(RECORDS PROVIDED)

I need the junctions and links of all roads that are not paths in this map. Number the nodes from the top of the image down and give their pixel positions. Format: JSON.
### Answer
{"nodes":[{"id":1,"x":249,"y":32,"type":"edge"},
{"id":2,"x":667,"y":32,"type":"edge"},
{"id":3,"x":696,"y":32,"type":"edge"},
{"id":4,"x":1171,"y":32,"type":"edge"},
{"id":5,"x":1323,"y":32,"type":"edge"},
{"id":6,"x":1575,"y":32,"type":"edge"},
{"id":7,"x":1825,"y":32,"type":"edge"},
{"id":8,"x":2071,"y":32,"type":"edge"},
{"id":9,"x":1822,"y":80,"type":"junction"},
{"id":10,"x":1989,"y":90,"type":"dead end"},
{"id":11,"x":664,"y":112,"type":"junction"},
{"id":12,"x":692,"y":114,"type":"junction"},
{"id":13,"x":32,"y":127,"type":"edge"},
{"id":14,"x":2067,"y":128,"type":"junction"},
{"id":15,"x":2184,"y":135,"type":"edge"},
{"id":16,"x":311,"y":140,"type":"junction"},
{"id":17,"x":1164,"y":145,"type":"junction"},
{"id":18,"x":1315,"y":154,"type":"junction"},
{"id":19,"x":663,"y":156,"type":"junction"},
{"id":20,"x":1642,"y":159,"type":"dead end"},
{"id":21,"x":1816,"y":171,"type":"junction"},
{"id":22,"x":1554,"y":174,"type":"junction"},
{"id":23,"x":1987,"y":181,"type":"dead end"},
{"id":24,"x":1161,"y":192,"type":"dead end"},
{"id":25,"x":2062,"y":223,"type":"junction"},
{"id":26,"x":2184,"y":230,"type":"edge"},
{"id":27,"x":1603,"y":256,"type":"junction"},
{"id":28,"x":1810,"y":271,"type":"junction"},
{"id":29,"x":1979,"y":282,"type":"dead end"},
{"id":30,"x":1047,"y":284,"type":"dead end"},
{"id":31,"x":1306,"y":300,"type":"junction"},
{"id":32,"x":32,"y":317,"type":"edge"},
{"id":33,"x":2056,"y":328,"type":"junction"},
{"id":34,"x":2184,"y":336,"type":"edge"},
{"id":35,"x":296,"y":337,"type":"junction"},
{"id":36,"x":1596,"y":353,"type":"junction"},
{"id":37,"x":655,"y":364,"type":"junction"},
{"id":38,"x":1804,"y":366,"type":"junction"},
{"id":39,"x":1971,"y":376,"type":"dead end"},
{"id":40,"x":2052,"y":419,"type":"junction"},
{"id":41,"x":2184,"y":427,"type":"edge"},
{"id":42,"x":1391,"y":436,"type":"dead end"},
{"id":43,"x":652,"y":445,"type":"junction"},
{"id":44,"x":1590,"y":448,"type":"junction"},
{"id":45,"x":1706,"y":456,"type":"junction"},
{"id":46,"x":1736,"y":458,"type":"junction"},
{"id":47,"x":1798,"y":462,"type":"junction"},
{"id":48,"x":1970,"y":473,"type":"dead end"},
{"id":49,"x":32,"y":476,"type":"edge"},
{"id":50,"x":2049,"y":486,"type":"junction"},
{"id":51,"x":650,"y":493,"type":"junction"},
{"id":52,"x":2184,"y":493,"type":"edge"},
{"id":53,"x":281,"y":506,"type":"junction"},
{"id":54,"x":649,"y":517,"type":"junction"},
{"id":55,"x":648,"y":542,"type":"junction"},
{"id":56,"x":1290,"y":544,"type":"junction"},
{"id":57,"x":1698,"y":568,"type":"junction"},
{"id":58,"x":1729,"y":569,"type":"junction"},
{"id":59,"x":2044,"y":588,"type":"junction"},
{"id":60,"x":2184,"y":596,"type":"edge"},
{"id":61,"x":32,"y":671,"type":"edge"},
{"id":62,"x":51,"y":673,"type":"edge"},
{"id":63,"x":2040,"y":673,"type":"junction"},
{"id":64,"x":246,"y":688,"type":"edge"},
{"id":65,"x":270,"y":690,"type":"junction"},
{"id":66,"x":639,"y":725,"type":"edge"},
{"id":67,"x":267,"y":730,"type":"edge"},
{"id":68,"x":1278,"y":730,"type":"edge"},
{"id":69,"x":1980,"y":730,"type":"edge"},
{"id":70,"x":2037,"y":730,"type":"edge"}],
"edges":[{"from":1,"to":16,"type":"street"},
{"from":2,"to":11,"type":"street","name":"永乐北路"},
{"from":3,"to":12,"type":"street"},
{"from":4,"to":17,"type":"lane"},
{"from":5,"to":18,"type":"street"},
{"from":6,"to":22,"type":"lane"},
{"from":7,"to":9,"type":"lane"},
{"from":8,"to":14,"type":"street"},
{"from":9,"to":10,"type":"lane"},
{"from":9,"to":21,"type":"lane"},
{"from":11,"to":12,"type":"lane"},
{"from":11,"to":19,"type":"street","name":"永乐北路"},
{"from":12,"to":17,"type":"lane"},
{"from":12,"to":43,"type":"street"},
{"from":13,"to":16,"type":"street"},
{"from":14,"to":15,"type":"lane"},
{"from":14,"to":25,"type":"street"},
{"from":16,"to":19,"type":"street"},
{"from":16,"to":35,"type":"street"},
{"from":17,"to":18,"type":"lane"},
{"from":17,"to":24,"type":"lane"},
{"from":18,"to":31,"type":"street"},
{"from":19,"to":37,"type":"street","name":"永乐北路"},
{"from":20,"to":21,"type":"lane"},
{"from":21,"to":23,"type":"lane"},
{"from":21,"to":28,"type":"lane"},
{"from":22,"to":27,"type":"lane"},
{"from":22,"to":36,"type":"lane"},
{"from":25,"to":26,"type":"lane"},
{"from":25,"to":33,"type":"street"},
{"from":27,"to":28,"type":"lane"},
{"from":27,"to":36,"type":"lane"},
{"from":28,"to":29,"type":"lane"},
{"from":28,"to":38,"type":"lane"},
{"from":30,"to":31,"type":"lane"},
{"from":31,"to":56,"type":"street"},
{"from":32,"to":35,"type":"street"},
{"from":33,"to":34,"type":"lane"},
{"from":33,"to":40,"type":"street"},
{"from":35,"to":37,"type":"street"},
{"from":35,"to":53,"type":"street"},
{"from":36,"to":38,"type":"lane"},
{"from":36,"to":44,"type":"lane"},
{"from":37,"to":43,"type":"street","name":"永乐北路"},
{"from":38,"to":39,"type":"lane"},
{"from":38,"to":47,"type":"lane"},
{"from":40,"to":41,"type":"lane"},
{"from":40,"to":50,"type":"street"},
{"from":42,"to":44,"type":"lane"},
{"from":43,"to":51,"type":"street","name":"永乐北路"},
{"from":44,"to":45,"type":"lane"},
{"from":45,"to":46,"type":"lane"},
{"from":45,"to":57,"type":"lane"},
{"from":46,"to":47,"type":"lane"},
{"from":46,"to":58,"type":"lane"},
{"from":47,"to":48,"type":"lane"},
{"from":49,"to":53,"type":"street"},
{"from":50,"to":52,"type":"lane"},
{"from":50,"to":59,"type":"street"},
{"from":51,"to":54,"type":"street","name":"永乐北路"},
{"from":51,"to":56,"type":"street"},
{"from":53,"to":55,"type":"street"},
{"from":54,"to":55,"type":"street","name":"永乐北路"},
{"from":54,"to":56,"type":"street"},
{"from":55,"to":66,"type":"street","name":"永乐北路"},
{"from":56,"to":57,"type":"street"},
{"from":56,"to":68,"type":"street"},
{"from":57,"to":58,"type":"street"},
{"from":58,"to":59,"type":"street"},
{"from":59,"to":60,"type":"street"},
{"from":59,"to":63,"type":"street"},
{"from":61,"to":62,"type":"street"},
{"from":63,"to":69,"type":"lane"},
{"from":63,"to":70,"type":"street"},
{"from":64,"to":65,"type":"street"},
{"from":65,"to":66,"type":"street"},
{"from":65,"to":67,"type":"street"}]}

(End RECORDS PROVIDED)

EXERCISE AIM:
Check each line in the records above for the word "name". Return those that have it.

ANSWER BOX:
{"from":2,"to":11,"type":"street","name":"永乐北路"},
{"from":11,"to":19,"type":"street","name":"永乐北路"},
{"from":19,"to":37,"type":"street","name":"永乐北路"},
{"from":37,"to":43,"type":"street","name":"永乐北路"},
{"from":43,"to":51,"type":"street","name":"永乐北路"},
{"from":51,"to":54,"type":"street","name":"永乐北路"},
{"from":54,"to":55,"type":"street","name":"永乐北路"},
{"from":55,"to":66,"type":"street","name":"永乐北路"},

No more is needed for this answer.